# The problem
Tally the lines below that contain "graph". The number is the whole answer.

# Input data
▬▬▬

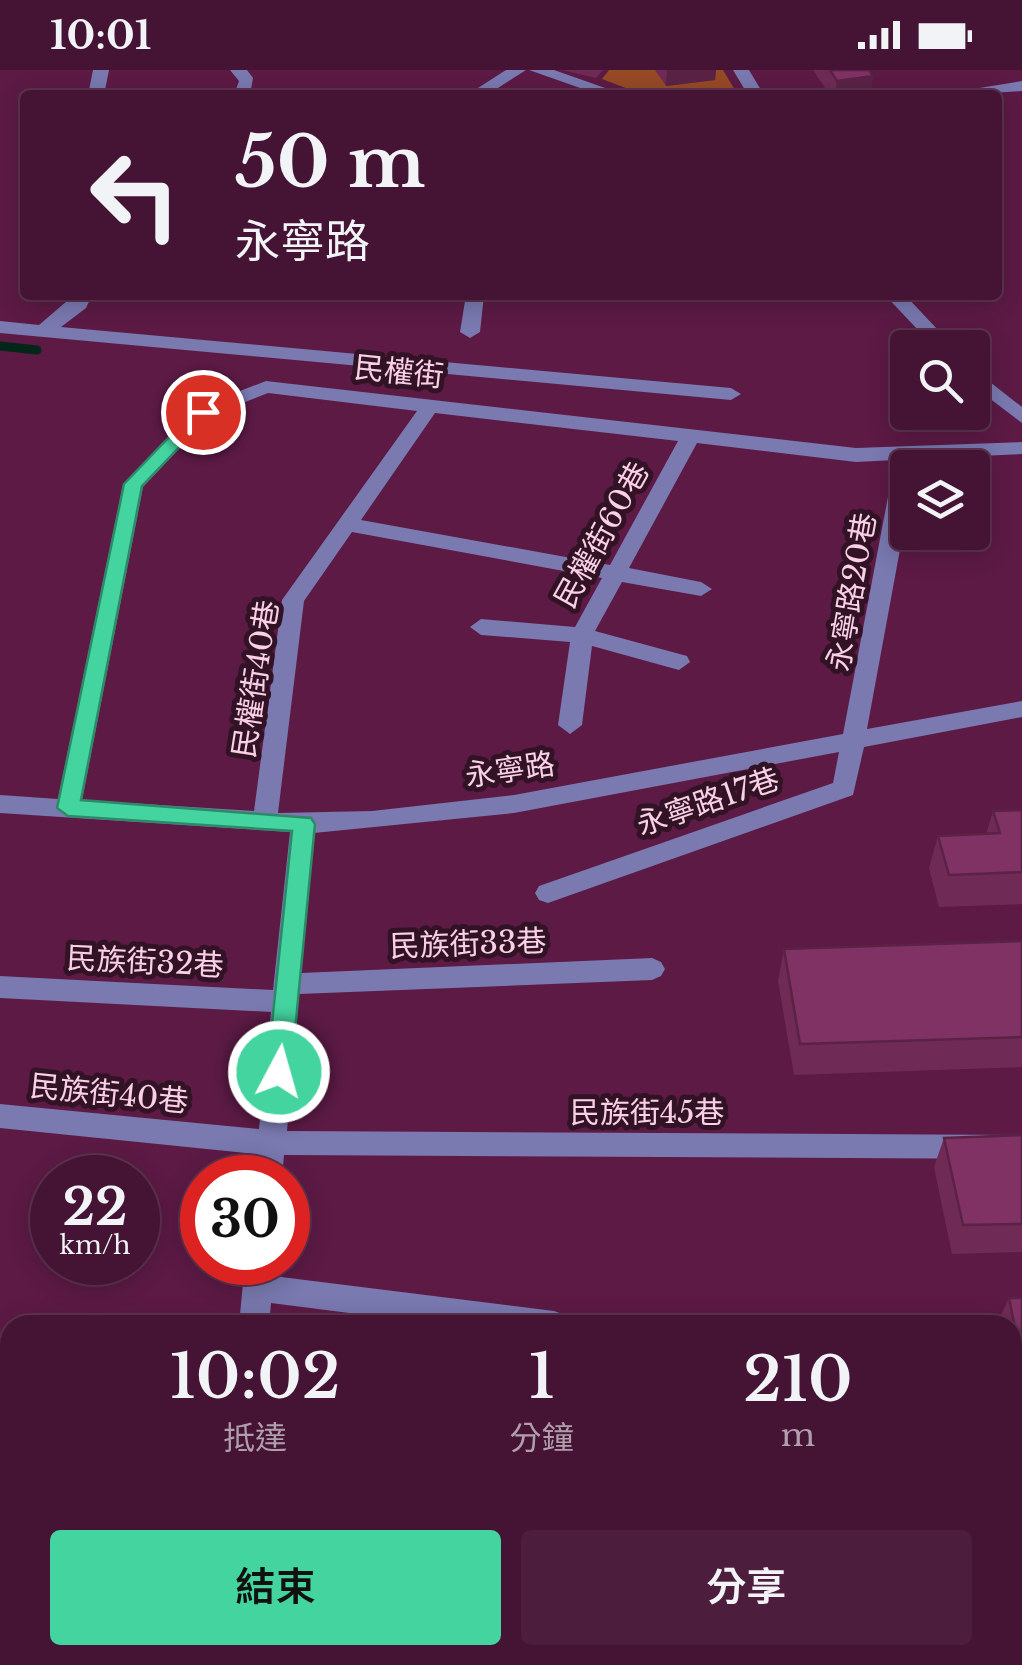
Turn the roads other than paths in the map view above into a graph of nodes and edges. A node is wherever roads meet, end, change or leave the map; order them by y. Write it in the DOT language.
graph roads {
  1 [pos="518,70"];
  2 [pos="537,70"];
  3 [pos="484,90"];
  4 [pos="596,90"];
  5 [pos="81,300"];
  6 [pos="474,300"];
  7 [pos="899,300"];
  8 [pos="0,327"];
  9 [pos="928,330"];
  10 [pos="43,331"];
  11 [pos="470,332"];
  12 [pos="990,389"];
  13 [pos="731,394"];
  14 [pos="430,406"];
  15 [pos="1022,417"];
  16 [pos="690,436"];
  17 [pos="1022,448"];
  18 [pos="964,450"];
  19 [pos="890,453"];
  20 [pos="346,524"];
  21 [pos="890,545"];
  22 [pos="617,571"];
  23 [pos="701,589"];
  24 [pos="481,627"];
  25 [pos="582,635"];
  26 [pos="678,662"];
  27 [pos="1022,709"];
  28 [pos="570,726"];
  29 [pos="856,742"];
  30 [pos="0,804"];
  31 [pos="68,808"];
  32 [pos="266,822"];
  33 [pos="304,824"];
  34 [pos="548,893"];
  35 [pos="652,969"];
  36 [pos="0,986"];
  37 [pos="287,993"];
  38 [pos="0,1116"];
  39 [pos="272,1144"];
  40 [pos="1022,1147"];
  41 [pos="271,1155"];
  42 [pos="310,1284"];
  43 [pos="258,1285"];
  44 [pos="255,1315"];
  45 [pos="495,1315"];
  1 -- 3 [label="street"];
  2 -- 4 [label="street"];
  5 -- 10 [label="street"];
  6 -- 11 [label="street"];
  7 -- 9 [label="street"];
  8 -- 10 [label="street"];
  10 -- 13 [label="street"];
  12 -- 15 [label="street"];
  14 -- 16 [label="street, 民權街"];
  14 -- 20 [label="street, 民權街40巷"];
  14 -- 31 [label="street, 民權街"];
  16 -- 19 [label="street, 民權街"];
  16 -- 22 [label="street, 民權街60巷"];
  17 -- 18 [label="street, 民權街"];
  20 -- 22 [label="street"];
  20 -- 32 [label="street, 民權街40巷"];
  21 -- 29 [label="street, 永寧路20巷"];
  22 -- 23 [label="street"];
  22 -- 25 [label="street, 民權街60巷"];
  24 -- 25 [label="street"];
  25 -- 26 [label="street"];
  25 -- 28 [label="street, 民權街60巷"];
  27 -- 29 [label="street, 永寧路"];
  29 -- 33 [label="street, 永寧路"];
  29 -- 34 [label="street, 永寧路17巷"];
  30 -- 31 [label="street, 永寧路"];
  31 -- 32 [label="street, 永寧路"];
  32 -- 33 [label="street, 永寧路"];
  33 -- 37 [label="street"];
  35 -- 37 [label="street, 民族街33巷"];
  36 -- 37 [label="street, 民族街32巷"];
  37 -- 39 [label="street"];
  38 -- 39 [label="street, 民族街40巷"];
  39 -- 40 [label="street, 民族街45巷"];
  39 -- 41 [label="street"];
  42 -- 45 [label="street"];
  43 -- 44 [label="street"];
}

▬▬▬

# Response box
2